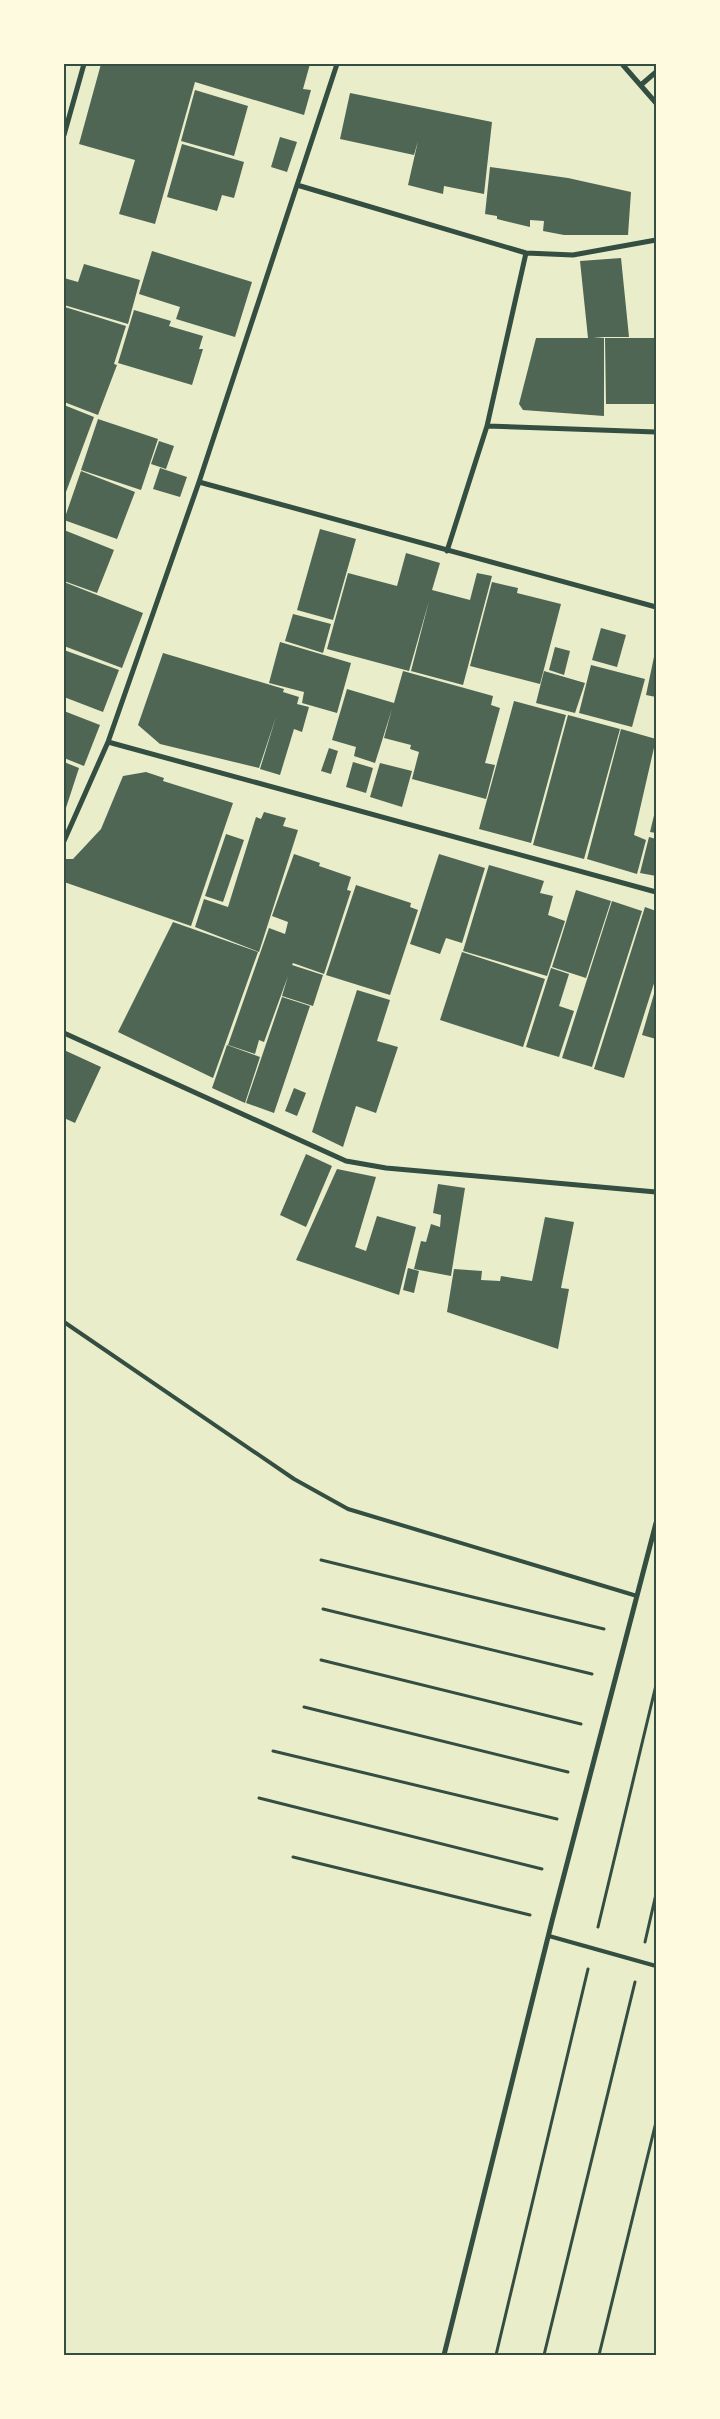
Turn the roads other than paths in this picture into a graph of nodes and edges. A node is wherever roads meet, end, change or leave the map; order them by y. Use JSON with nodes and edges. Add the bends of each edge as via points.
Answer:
{"nodes":[{"id":1,"x":84,"y":64,"type":"edge"},
{"id":2,"x":337,"y":64,"type":"edge"},
{"id":3,"x":622,"y":64,"type":"edge"},
{"id":4,"x":656,"y":72,"type":"edge"},
{"id":5,"x":642,"y":84,"type":"junction"},
{"id":6,"x":656,"y":103,"type":"edge"},
{"id":7,"x":64,"y":135,"type":"edge"},
{"id":8,"x":297,"y":185,"type":"junction"},
{"id":9,"x":656,"y":240,"type":"edge"},
{"id":10,"x":526,"y":253,"type":"junction"},
{"id":11,"x":487,"y":426,"type":"junction"},
{"id":12,"x":656,"y":432,"type":"edge"},
{"id":13,"x":199,"y":482,"type":"junction"},
{"id":14,"x":448,"y":551,"type":"junction"},
{"id":15,"x":656,"y":607,"type":"edge"},
{"id":16,"x":108,"y":742,"type":"junction"},
{"id":17,"x":64,"y":841,"type":"edge"},
{"id":18,"x":656,"y":892,"type":"edge"},
{"id":19,"x":64,"y":1032,"type":"edge"},
{"id":20,"x":656,"y":1192,"type":"edge"},
{"id":21,"x":64,"y":1322,"type":"edge"},
{"id":22,"x":656,"y":1523,"type":"edge"},
{"id":23,"x":637,"y":1596,"type":"junction"},
{"id":24,"x":548,"y":1936,"type":"junction"},
{"id":25,"x":656,"y":1966,"type":"edge"},
{"id":26,"x":444,"y":2355,"type":"edge"}],
"edges":[{"from":1,"to":7,"type":"street"},
{"from":2,"to":8,"type":"street"},
{"from":3,"to":5,"type":"street"},
{"from":4,"to":5,"type":"street"},
{"from":5,"to":6,"type":"street"},
{"from":8,"to":10,"type":"street"},
{"from":8,"to":13,"type":"street"},
{"from":9,"to":10,"type":"street","via":[[573,255]]},
{"from":10,"to":11,"type":"street"},
{"from":11,"to":12,"type":"street"},
{"from":11,"to":14,"type":"street"},
{"from":13,"to":14,"type":"street"},
{"from":13,"to":16,"type":"street"},
{"from":14,"to":15,"type":"street"},
{"from":16,"to":17,"type":"street"},
{"from":16,"to":18,"type":"street"},
{"from":19,"to":20,"type":"street","via":[[346,1160],[386,1168]]},
{"from":21,"to":23,"type":"lane","via":[[294,1479],[348,1510]]},
{"from":22,"to":23,"type":"street"},
{"from":23,"to":24,"type":"street"},
{"from":24,"to":25,"type":"lane"},
{"from":24,"to":26,"type":"street"}]}
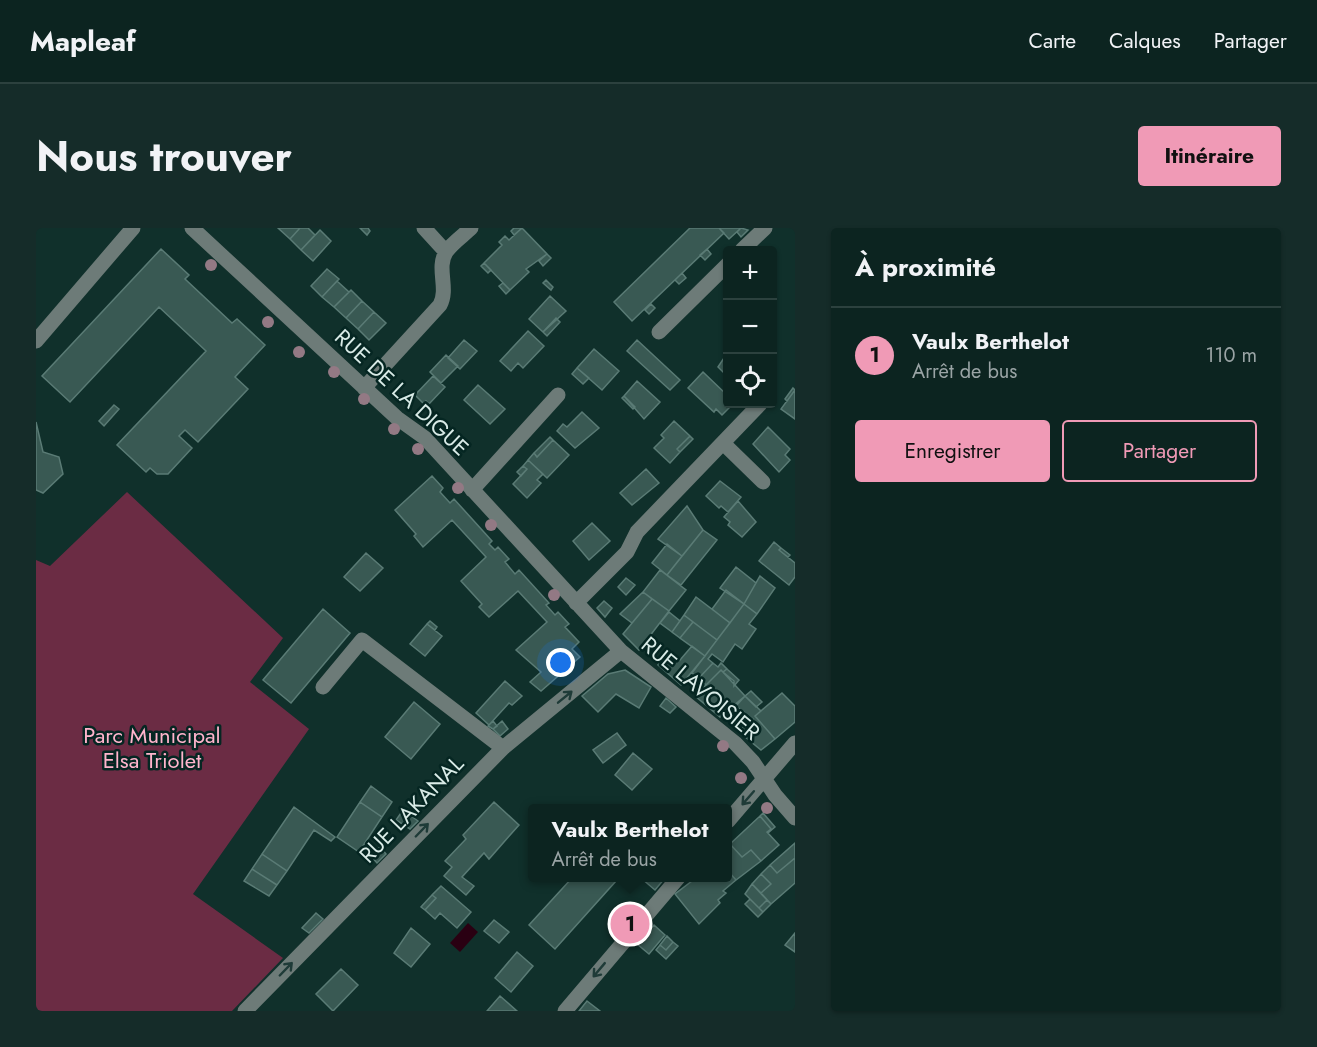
⁂
_WORK INSTRUCTION_
The listing above must be repeated exactly. Its pictures are not part of the copy.

_ANSWER TO THIS PROBLEM_
Turn the roads other than paths in this picture into a graph of nodes and edges. A node is wherever roads meet, end, change or leave the map; order them by y. Use JSON with nodes and edges. Add the bends of each edge as via points.
Answer:
{"nodes":[{"id":1,"x":84,"y":64,"type":"edge"},
{"id":2,"x":337,"y":64,"type":"edge"},
{"id":3,"x":622,"y":64,"type":"edge"},
{"id":4,"x":656,"y":72,"type":"edge"},
{"id":5,"x":642,"y":84,"type":"junction"},
{"id":6,"x":656,"y":103,"type":"edge"},
{"id":7,"x":64,"y":135,"type":"edge"},
{"id":8,"x":297,"y":185,"type":"junction"},
{"id":9,"x":656,"y":240,"type":"edge"},
{"id":10,"x":526,"y":253,"type":"junction"},
{"id":11,"x":487,"y":426,"type":"junction"},
{"id":12,"x":656,"y":432,"type":"edge"},
{"id":13,"x":199,"y":482,"type":"junction"},
{"id":14,"x":448,"y":551,"type":"junction"},
{"id":15,"x":656,"y":607,"type":"edge"},
{"id":16,"x":108,"y":742,"type":"junction"},
{"id":17,"x":64,"y":841,"type":"edge"},
{"id":18,"x":656,"y":892,"type":"edge"},
{"id":19,"x":64,"y":1032,"type":"edge"},
{"id":20,"x":656,"y":1192,"type":"edge"},
{"id":21,"x":64,"y":1322,"type":"edge"},
{"id":22,"x":656,"y":1523,"type":"edge"},
{"id":23,"x":637,"y":1596,"type":"junction"},
{"id":24,"x":548,"y":1936,"type":"junction"},
{"id":25,"x":656,"y":1966,"type":"edge"},
{"id":26,"x":444,"y":2355,"type":"edge"}],
"edges":[{"from":1,"to":7,"type":"street"},
{"from":2,"to":8,"type":"street"},
{"from":3,"to":5,"type":"street"},
{"from":4,"to":5,"type":"street"},
{"from":5,"to":6,"type":"street"},
{"from":8,"to":10,"type":"street"},
{"from":8,"to":13,"type":"street"},
{"from":9,"to":10,"type":"street","via":[[573,255]]},
{"from":10,"to":11,"type":"street"},
{"from":11,"to":12,"type":"street"},
{"from":11,"to":14,"type":"street"},
{"from":13,"to":14,"type":"street"},
{"from":13,"to":16,"type":"street"},
{"from":14,"to":15,"type":"street"},
{"from":16,"to":17,"type":"street"},
{"from":16,"to":18,"type":"street"},
{"from":19,"to":20,"type":"street","via":[[346,1160],[386,1168]]},
{"from":21,"to":23,"type":"lane","via":[[294,1479],[348,1510]]},
{"from":22,"to":23,"type":"street"},
{"from":23,"to":24,"type":"street"},
{"from":24,"to":25,"type":"lane"},
{"from":24,"to":26,"type":"street"}]}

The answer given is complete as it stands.